Figure 2: Panoramic radiograph reveals radiolucent lesions in the bilateral ramus of the mandible (Blue arrows). View Figure 2
Figure 3: Axial cone beam CT scan showing SBC (Blue arrows) with herniation of soft tissue of the bilateral ramus of the mandible. View Figure 3
Figure 4: (A) 3D cone beam CT reconstruction images showing two SBC in right ramus (Blue arrows); (B) 3D cone beam CT reconstruction images showing SBC in left ramus (Blue arrow). View Figure 4
There is a paucity of published case reports of SBC in the subcondylar or ascending ramus of the mandible in the English world medical and dental literature [9-19]. Ertas, et al.  described two SBC localized to the right ramus in their case report. An atypical variant in the subcondylar region of the mandible near the parotid gland was first reported by Wolf  and later Barker . Both authors described the variant as a "parotid or ramus" variant of the Stafne bone cavity. In 2004, Campos, et al.  using cone beam CT scan technology reported a parotid gland variant of the SBC as a salivary gland defect. Using computed tomography Sisman, et al.  showed that the SBC is due to the presence of aberrant submandibular gland tissue entrapped within the osseous defect on the medial surface of the mandible. Based on these findings, the authors of this report hypothesize that in our patient parenchymal tissue of the bilateral parotid gland became entrapped in the developing ramus of the mandible that could lead to a similar osseous concavity (Figure 3) . Based on the number of cases reported, SBC localized to the unilateral ramus is considered a rare variant. To the best of our knowledge, there are less than twelve case reports of SBC localized to this area of the mandible. In our reported case, bilateral ramus involvement is even rarer.

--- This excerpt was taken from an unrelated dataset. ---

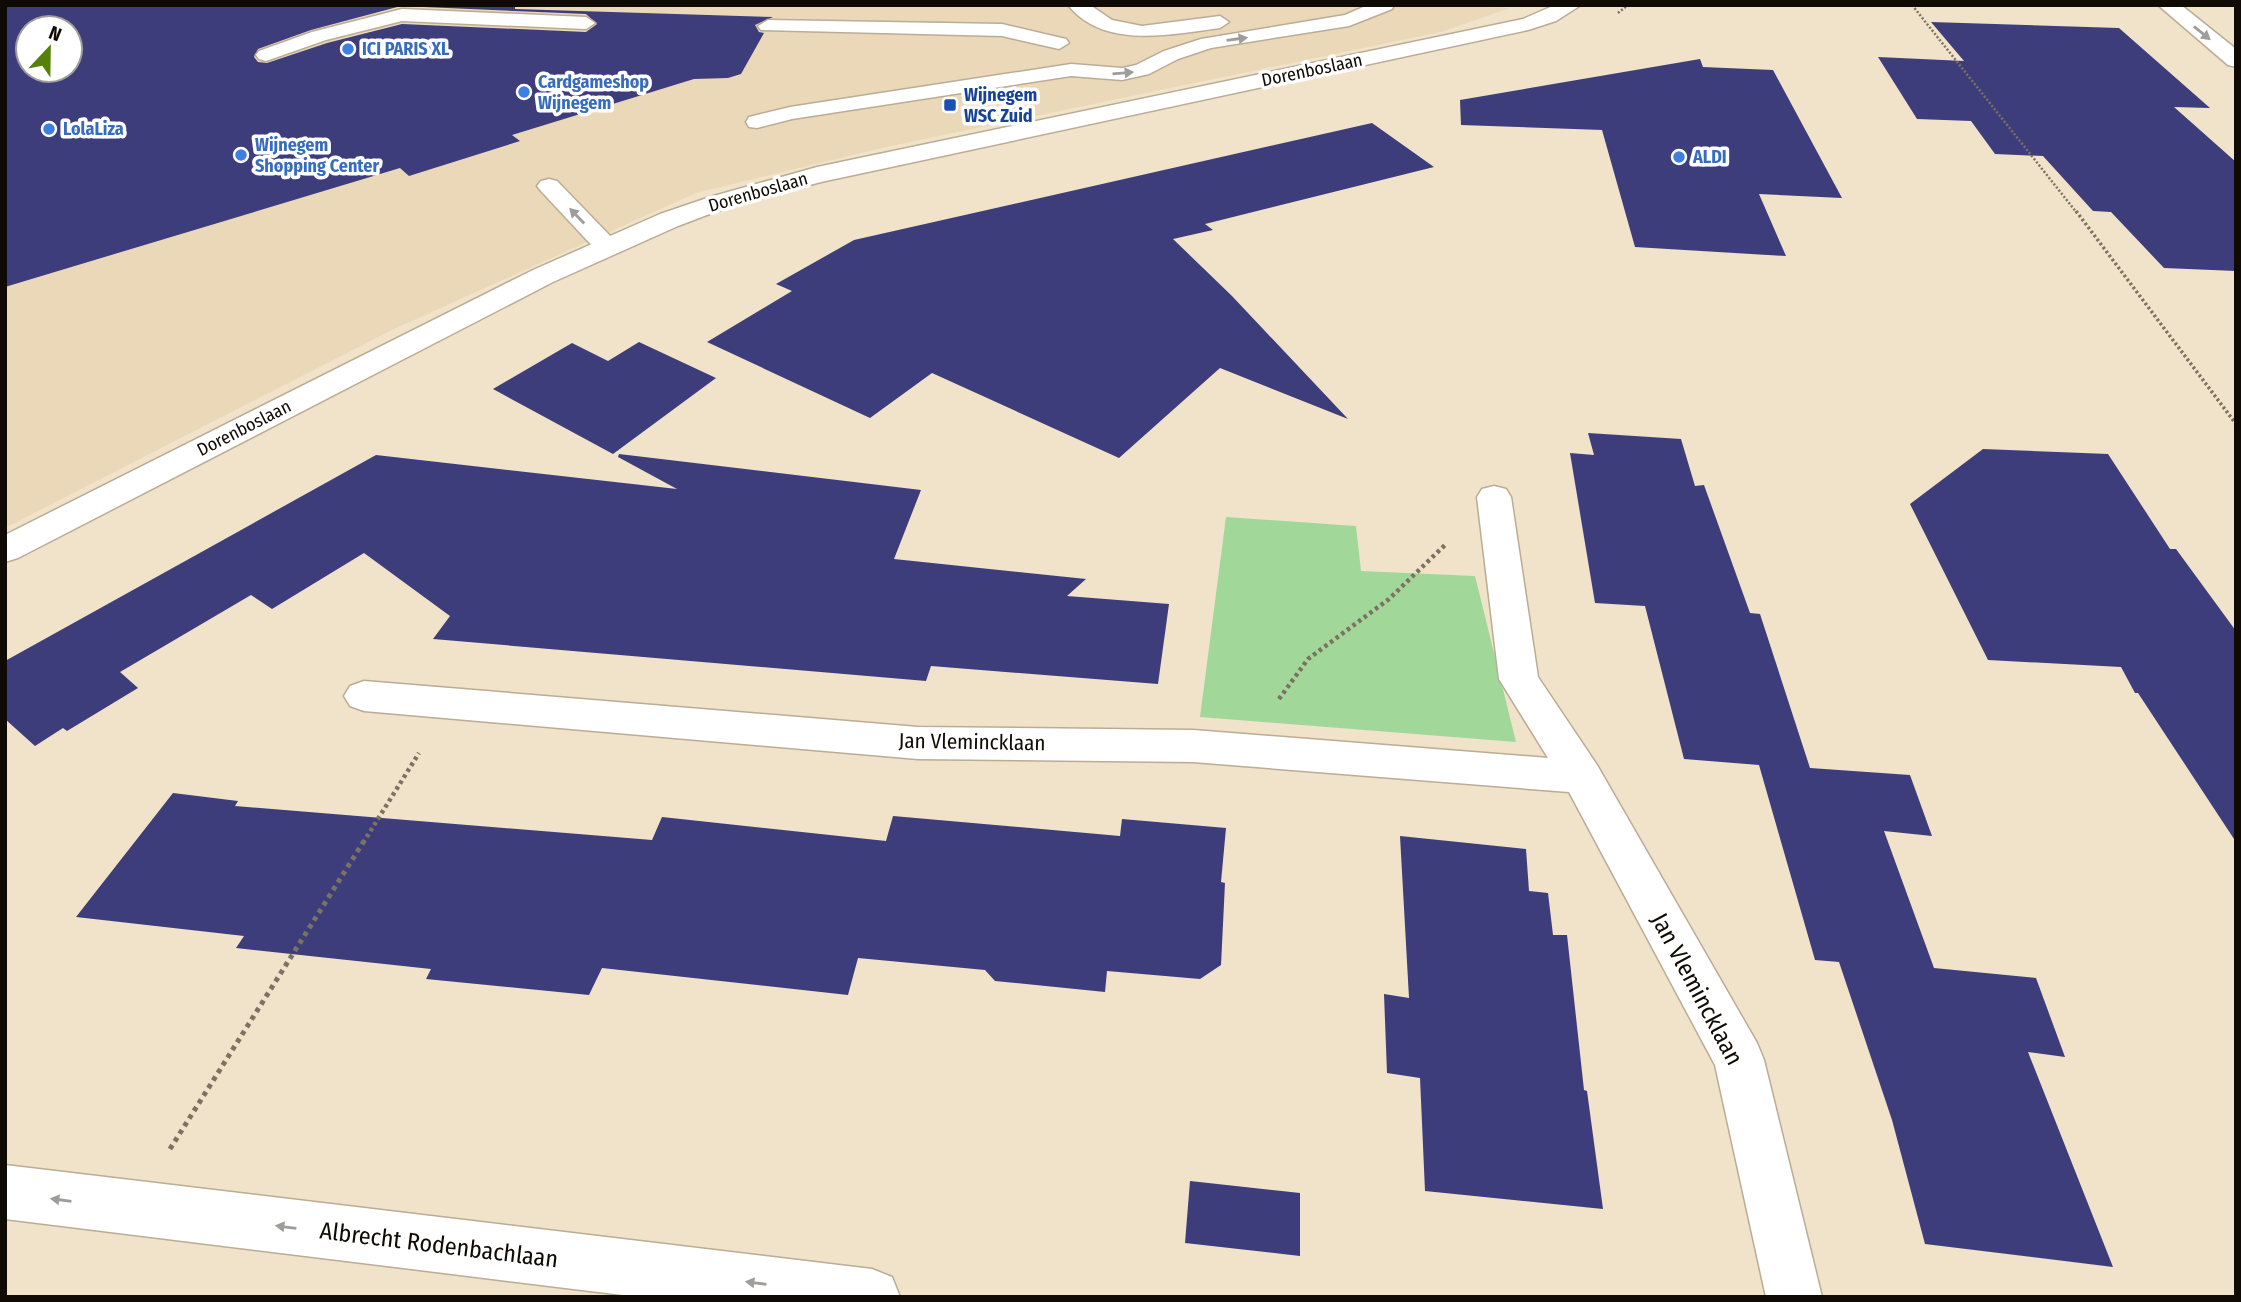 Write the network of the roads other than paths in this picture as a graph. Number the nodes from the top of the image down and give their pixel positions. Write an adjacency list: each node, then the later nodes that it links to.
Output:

Intraosseous radiolucency's in the ramus are rarely observed and diagnosis can be challenging and lead to unnecessary surgery. The differential diagnosis of SBC may include the following: odontogenic cyst, aneurysmal bone cyst, traumatic bone cyst, osteoporotic bone marrow defect, ameloblastoma, myxoma, hemangioma, multiple myeloma, giant cell tumor and metastatic disease [5,21,22]. However, deposition of fat, vascular, and salivary glandular tissue herniated into the osseous concavity should also be considered in the differential diagnosis. Based on the anatomic location and imaging results in our asymptomatic patient, the diagnosis was consistent with a rare variant of the SBC localized to the bilateral ramus of the mandible. No treatment is indicated for this anatomic variant of the SBC. However, when the diagnosis is uncertain, magnetic resonance imaging and biopsy should be considered [3,20,21].
Unilateral Stafne bone cavity (SBC) of the mandibular ramus is a rare clinical entity. Bilateral ramus involvement is even rarer and proved to be a diagnostic challenge in our patient. Knowledge of clinical anatomy and adjunctive 3D imaging studies such as cone beam CT scan helped confirm the diagnosis of SBC in the bilateral ramus of the mandible in our patient.